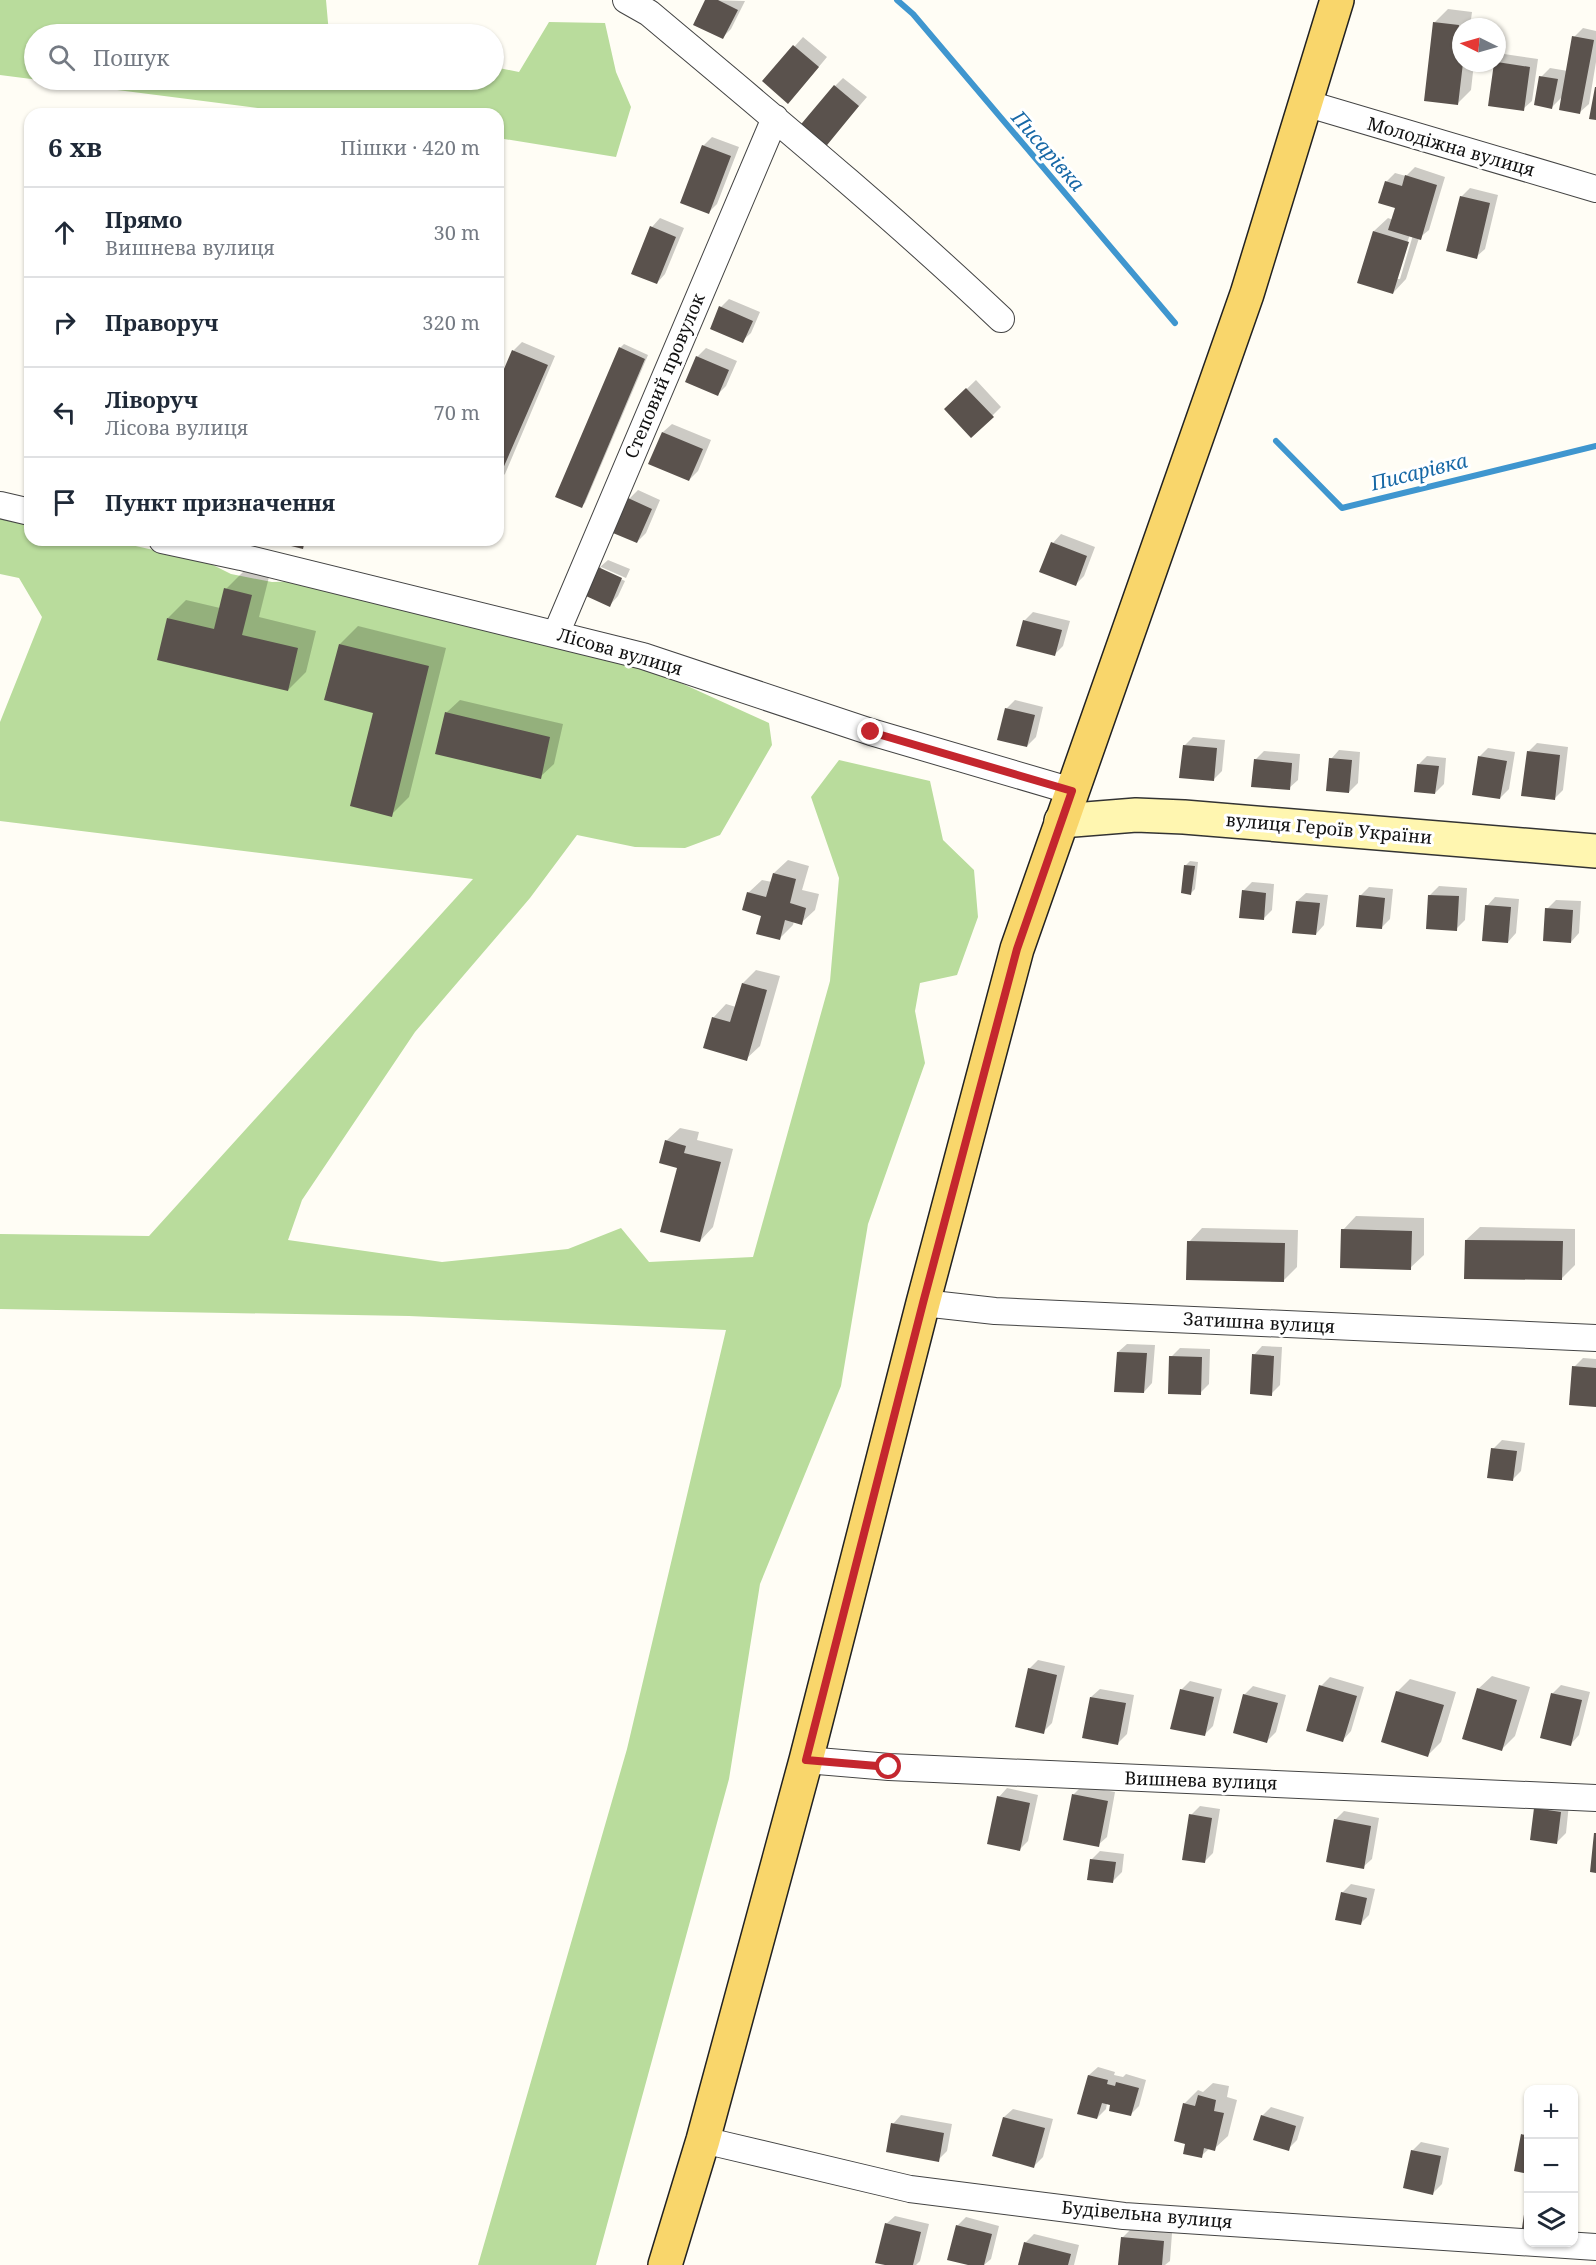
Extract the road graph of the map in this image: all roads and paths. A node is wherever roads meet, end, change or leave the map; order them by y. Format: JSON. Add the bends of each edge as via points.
{"nodes":[{"id":1,"x":626,"y":0,"type":"edge"},
{"id":2,"x":1337,"y":0,"type":"edge"},
{"id":3,"x":1305,"y":103,"type":"junction"},
{"id":4,"x":775,"y":118,"type":"junction"},
{"id":5,"x":1596,"y":189,"type":"edge"},
{"id":6,"x":1000,"y":319,"type":"dead end"},
{"id":7,"x":0,"y":505,"type":"edge"},
{"id":8,"x":24,"y":511,"type":"edge"},
{"id":9,"x":190,"y":546,"type":"edge"},
{"id":10,"x":556,"y":634,"type":"junction"},
{"id":11,"x":1067,"y":806,"type":"junction"},
{"id":12,"x":1596,"y":852,"type":"edge"},
{"id":13,"x":923,"y":1303,"type":"junction"},
{"id":14,"x":1596,"y":1338,"type":"edge"},
{"id":15,"x":806,"y":1760,"type":"junction"},
{"id":16,"x":1596,"y":1798,"type":"edge"},
{"id":17,"x":703,"y":2140,"type":"junction"},
{"id":18,"x":1596,"y":2247,"type":"edge"},
{"id":19,"x":665,"y":2265,"type":"edge"}],
"edges":[{"from":1,"to":4,"type":"street","via":[[649,13]]},
{"from":2,"to":3,"type":"main road"},
{"from":3,"to":5,"type":"street","name":"Молодіжна вулиця"},
{"from":3,"to":11,"type":"main road","via":[[1247,294]]},
{"from":4,"to":6,"type":"street","via":[[922,245]]},
{"from":4,"to":10,"type":"street","name":"Степовий провулок"},
{"from":7,"to":8,"type":"street"},
{"from":9,"to":10,"type":"street","name":"Лісова вулиця"},
{"from":10,"to":11,"type":"street","name":"Лісова вулиця","via":[[643,656],[871,732]]},
{"from":11,"to":12,"type":"street","name":"вулиця Героїв України"},
{"from":11,"to":13,"type":"main road","via":[[1017,949]]},
{"from":13,"to":14,"type":"street","name":"Затишна вулиця","via":[[995,1311]]},
{"from":13,"to":15,"type":"main road"},
{"from":15,"to":16,"type":"street","name":"Вишнева вулиця","via":[[889,1767]]},
{"from":15,"to":17,"type":"main road"},
{"from":17,"to":18,"type":"street","name":"Будівельна вулиця","via":[[910,2189],[1124,2216]]},
{"from":17,"to":19,"type":"main road"}]}
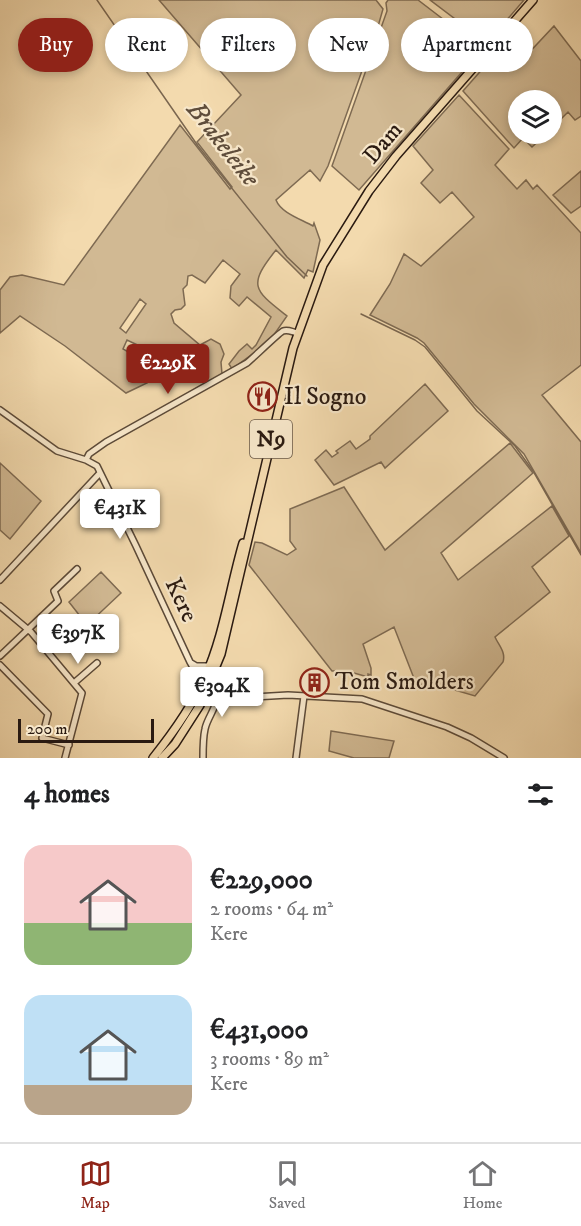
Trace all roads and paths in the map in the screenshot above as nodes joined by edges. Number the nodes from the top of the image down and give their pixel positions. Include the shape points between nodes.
————————
- What you need to do
An exact copy of the entries above is required, with the pictures left out.

- Response
Extract the road graph of the map in this image: all roads and paths. A node is wherever roads meet, end, change or leave the map; order them by y. Format: JSON. Add the bends of each edge as via points.
{"nodes":[{"id":1,"x":626,"y":0,"type":"edge"},
{"id":2,"x":1337,"y":0,"type":"edge"},
{"id":3,"x":1305,"y":103,"type":"junction"},
{"id":4,"x":775,"y":118,"type":"junction"},
{"id":5,"x":1596,"y":189,"type":"edge"},
{"id":6,"x":1000,"y":319,"type":"dead end"},
{"id":7,"x":0,"y":505,"type":"edge"},
{"id":8,"x":24,"y":511,"type":"edge"},
{"id":9,"x":190,"y":546,"type":"edge"},
{"id":10,"x":556,"y":634,"type":"junction"},
{"id":11,"x":1067,"y":806,"type":"junction"},
{"id":12,"x":1596,"y":852,"type":"edge"},
{"id":13,"x":923,"y":1303,"type":"junction"},
{"id":14,"x":1596,"y":1338,"type":"edge"},
{"id":15,"x":806,"y":1760,"type":"junction"},
{"id":16,"x":1596,"y":1798,"type":"edge"},
{"id":17,"x":703,"y":2140,"type":"junction"},
{"id":18,"x":1596,"y":2247,"type":"edge"},
{"id":19,"x":665,"y":2265,"type":"edge"}],
"edges":[{"from":1,"to":4,"type":"street","via":[[649,13]]},
{"from":2,"to":3,"type":"main road"},
{"from":3,"to":5,"type":"street","name":"Молодіжна вулиця"},
{"from":3,"to":11,"type":"main road","via":[[1247,294]]},
{"from":4,"to":6,"type":"street","via":[[922,245]]},
{"from":4,"to":10,"type":"street","name":"Степовий провулок"},
{"from":7,"to":8,"type":"street"},
{"from":9,"to":10,"type":"street","name":"Лісова вулиця"},
{"from":10,"to":11,"type":"street","name":"Лісова вулиця","via":[[643,656],[871,732]]},
{"from":11,"to":12,"type":"street","name":"вулиця Героїв України"},
{"from":11,"to":13,"type":"main road","via":[[1017,949]]},
{"from":13,"to":14,"type":"street","name":"Затишна вулиця","via":[[995,1311]]},
{"from":13,"to":15,"type":"main road"},
{"from":15,"to":16,"type":"street","name":"Вишнева вулиця","via":[[889,1767]]},
{"from":15,"to":17,"type":"main road"},
{"from":17,"to":18,"type":"street","name":"Будівельна вулиця","via":[[910,2189],[1124,2216]]},
{"from":17,"to":19,"type":"main road"}]}
Trace all roads and paths in the map in the screenshot above as nodes joined by edges. Number the nodes from the top of the image down and give their pixel positions. Include the shape points between nodes.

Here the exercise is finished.